- Lesser coat of arms of the Kingdom of Sweden
- Incumbent Tomas Danestad since 2023
- Ministry for Foreign Affairs
- Style: His or Her Excellency (formal) Mr. or Madam Ambassador (informal)
- Reports to: Minister for Foreign Affairs
- Seat: Stockholm, Sweden
- Appointer: Government of Sweden
- Term length: No fixed term
- Inaugural holder: Örjan Berner
- Formation: 1993

= List of ambassadors of Sweden to Kyrgyzstan =

The Ambassador of Sweden to Kyrgyzstan (known formally as the Ambassador of the Kingdom of Sweden to the Kyrgyz Republic) is the official representative of the government of Sweden to the president of Kyrgyzstan and government of Kyrgyzstan. Since Sweden does not have an embassy in Bishkek, Sweden's ambassador to Kyrgyzstan is based in Stockholm, Sweden.

==History==
On 16 January 1992, the Swedish government recognized the Kyrgyz Republic as an independent state. On 19 March 1992, the Swedish government decided to establish diplomatic relations with Kyrgyzstan.
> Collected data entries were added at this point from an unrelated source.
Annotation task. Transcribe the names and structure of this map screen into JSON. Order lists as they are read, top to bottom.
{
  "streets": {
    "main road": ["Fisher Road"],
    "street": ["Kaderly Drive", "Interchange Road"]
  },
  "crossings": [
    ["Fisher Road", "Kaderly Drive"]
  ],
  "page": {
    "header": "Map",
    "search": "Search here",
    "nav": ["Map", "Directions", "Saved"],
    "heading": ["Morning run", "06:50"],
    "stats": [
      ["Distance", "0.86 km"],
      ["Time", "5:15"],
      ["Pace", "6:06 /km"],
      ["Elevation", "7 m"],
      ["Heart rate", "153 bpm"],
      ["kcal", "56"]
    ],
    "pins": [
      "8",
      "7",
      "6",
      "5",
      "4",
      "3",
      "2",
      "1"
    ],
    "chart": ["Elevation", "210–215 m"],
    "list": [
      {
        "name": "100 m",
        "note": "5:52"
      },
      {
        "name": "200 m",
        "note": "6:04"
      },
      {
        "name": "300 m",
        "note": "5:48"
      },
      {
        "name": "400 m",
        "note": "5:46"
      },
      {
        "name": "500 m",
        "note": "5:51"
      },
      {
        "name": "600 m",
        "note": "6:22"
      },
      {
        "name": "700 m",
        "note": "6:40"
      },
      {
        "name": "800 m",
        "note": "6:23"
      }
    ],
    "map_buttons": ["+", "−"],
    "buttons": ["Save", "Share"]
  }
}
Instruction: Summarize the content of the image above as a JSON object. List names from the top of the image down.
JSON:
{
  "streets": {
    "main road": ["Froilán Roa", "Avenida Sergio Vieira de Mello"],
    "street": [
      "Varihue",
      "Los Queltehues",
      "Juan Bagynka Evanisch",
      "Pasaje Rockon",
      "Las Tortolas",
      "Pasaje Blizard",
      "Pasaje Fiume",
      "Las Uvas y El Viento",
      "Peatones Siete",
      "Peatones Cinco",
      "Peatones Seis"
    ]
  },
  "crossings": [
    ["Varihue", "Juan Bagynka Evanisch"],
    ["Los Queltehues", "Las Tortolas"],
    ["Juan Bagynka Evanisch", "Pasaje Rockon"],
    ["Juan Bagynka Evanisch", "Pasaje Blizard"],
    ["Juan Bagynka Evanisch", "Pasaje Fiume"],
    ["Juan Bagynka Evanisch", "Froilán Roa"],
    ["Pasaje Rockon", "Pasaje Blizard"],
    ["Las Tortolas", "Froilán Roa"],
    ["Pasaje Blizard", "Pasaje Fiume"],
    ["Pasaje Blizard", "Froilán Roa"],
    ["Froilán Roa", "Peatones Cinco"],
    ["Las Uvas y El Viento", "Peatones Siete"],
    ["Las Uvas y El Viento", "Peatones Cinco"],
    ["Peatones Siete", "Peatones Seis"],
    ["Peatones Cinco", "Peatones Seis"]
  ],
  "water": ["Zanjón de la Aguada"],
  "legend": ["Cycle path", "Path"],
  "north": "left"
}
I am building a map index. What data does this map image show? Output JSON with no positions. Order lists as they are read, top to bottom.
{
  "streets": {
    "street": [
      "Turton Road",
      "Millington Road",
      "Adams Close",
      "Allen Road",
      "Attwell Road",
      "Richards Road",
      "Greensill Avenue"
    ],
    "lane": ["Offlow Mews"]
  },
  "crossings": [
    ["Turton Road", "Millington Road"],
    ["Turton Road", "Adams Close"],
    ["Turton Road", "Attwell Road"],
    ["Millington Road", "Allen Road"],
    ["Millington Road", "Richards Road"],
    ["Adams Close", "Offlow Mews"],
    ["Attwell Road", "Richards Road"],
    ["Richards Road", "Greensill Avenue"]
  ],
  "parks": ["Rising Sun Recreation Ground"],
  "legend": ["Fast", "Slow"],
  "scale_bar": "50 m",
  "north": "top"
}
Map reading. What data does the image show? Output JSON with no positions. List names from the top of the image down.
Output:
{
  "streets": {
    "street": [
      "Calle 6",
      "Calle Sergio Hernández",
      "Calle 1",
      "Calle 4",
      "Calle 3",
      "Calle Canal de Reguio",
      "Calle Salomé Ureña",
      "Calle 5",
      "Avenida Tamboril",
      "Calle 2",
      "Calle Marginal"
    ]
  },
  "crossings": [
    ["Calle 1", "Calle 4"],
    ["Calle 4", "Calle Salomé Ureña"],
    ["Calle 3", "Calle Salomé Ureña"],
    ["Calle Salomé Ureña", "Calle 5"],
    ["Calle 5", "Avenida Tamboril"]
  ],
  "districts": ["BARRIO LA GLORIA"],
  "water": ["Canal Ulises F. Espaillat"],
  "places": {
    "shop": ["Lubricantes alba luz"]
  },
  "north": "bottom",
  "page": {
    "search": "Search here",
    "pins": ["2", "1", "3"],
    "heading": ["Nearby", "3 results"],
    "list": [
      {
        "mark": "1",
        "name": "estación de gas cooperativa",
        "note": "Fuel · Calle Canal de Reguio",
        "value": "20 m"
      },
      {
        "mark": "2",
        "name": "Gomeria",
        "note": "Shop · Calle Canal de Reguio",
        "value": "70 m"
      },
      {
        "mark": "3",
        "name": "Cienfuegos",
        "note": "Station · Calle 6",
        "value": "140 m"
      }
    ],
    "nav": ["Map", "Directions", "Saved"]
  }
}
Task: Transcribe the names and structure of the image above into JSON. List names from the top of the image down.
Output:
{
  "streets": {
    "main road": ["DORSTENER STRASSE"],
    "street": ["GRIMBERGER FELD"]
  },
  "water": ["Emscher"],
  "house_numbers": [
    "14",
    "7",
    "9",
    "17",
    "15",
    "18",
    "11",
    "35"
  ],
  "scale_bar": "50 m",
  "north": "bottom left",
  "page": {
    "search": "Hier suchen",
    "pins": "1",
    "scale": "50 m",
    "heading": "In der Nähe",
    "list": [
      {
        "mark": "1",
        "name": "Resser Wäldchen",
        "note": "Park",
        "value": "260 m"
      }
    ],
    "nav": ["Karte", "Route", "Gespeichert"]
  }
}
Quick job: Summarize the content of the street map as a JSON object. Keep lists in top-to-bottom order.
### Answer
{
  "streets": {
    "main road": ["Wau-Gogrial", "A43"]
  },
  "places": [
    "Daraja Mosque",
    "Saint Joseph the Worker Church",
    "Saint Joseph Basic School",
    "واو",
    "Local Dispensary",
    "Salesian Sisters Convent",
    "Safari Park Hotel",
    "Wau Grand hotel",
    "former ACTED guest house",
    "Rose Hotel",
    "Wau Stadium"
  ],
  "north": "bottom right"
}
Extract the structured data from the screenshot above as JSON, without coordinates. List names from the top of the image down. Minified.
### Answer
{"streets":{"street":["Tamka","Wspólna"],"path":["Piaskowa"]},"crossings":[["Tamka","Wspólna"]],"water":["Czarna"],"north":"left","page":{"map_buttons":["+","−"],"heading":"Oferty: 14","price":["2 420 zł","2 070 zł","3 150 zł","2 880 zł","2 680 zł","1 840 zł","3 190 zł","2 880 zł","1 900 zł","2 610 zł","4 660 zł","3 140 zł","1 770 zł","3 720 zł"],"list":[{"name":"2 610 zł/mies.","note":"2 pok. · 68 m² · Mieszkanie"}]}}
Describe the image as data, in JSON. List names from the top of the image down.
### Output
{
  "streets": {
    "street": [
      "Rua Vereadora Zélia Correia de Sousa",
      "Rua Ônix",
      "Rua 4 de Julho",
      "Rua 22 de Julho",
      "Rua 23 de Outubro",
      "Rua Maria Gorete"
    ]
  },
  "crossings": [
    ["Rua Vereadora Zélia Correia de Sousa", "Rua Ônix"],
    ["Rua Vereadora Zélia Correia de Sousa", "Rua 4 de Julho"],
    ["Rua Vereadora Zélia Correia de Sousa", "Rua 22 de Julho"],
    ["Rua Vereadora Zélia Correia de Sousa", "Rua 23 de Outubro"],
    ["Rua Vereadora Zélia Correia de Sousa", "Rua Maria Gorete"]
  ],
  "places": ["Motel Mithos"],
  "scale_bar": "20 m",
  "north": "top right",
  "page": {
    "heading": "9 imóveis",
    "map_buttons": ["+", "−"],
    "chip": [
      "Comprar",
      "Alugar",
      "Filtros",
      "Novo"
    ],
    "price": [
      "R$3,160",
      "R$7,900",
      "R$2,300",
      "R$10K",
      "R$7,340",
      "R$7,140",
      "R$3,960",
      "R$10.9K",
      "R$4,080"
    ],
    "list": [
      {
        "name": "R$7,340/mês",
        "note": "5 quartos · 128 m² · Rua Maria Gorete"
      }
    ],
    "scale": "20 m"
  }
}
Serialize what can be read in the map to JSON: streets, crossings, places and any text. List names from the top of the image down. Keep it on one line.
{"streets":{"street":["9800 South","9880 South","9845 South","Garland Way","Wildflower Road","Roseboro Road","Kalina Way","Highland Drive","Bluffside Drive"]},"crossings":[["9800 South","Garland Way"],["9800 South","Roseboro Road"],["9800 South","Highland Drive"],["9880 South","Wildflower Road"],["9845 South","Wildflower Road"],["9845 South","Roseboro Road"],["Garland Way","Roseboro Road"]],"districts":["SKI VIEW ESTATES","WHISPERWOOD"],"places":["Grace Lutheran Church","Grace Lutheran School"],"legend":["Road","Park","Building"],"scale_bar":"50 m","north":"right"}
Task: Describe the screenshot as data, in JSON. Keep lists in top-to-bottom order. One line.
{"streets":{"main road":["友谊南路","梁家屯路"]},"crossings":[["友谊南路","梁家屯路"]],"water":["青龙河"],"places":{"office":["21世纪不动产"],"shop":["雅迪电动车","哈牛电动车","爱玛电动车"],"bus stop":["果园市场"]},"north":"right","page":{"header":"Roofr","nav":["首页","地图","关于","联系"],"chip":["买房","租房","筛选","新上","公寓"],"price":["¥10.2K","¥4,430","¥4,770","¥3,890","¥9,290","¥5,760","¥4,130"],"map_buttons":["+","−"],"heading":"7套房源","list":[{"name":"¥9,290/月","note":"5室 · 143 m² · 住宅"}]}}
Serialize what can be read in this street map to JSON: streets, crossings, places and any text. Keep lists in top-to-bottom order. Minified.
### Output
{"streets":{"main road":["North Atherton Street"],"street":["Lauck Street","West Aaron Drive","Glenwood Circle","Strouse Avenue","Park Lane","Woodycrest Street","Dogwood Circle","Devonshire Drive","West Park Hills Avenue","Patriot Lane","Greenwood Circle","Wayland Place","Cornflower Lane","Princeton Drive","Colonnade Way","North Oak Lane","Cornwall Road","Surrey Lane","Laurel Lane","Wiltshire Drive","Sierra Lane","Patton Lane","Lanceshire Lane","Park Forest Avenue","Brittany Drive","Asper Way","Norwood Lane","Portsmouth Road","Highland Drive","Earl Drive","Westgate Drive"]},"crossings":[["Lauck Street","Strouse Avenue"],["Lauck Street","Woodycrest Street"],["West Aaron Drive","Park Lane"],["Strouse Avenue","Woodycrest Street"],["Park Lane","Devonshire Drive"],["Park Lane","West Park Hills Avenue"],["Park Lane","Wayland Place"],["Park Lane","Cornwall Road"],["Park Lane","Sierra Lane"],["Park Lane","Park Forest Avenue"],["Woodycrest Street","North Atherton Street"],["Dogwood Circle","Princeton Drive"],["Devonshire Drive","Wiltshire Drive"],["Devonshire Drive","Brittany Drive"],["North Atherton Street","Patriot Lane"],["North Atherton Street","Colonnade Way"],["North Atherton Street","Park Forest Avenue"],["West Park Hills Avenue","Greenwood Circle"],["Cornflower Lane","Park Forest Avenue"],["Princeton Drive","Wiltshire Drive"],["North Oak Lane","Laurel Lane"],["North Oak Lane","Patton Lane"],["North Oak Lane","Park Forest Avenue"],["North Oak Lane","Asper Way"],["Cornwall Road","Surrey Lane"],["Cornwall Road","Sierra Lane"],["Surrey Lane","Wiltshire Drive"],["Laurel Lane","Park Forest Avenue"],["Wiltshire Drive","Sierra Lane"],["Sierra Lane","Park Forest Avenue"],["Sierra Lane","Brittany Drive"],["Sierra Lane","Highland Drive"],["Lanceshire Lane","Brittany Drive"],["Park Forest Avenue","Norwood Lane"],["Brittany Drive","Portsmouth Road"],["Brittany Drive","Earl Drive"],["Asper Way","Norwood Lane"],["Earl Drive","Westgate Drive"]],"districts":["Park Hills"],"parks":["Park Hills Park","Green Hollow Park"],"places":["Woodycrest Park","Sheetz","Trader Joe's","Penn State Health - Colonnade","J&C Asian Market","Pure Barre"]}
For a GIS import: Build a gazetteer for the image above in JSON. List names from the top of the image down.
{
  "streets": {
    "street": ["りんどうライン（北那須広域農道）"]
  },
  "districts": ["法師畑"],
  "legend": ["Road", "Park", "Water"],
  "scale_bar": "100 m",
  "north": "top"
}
The agreement came into effect on 25 March 1992, when it was signed in Helsinki by Foreign Minister Margaretha af Ugglas on behalf of Sweden and Muratbek Imanalive on behalf of Kyrgyzstan. The following year, Sweden's ambassador in Moscow was also accredited to Kyrgyzstan. From 2004 onward, a Stockholm-based ambassador-at-large was appointed, who in addition to Kyrgyzstan is also ambassador to other Central Asian countries.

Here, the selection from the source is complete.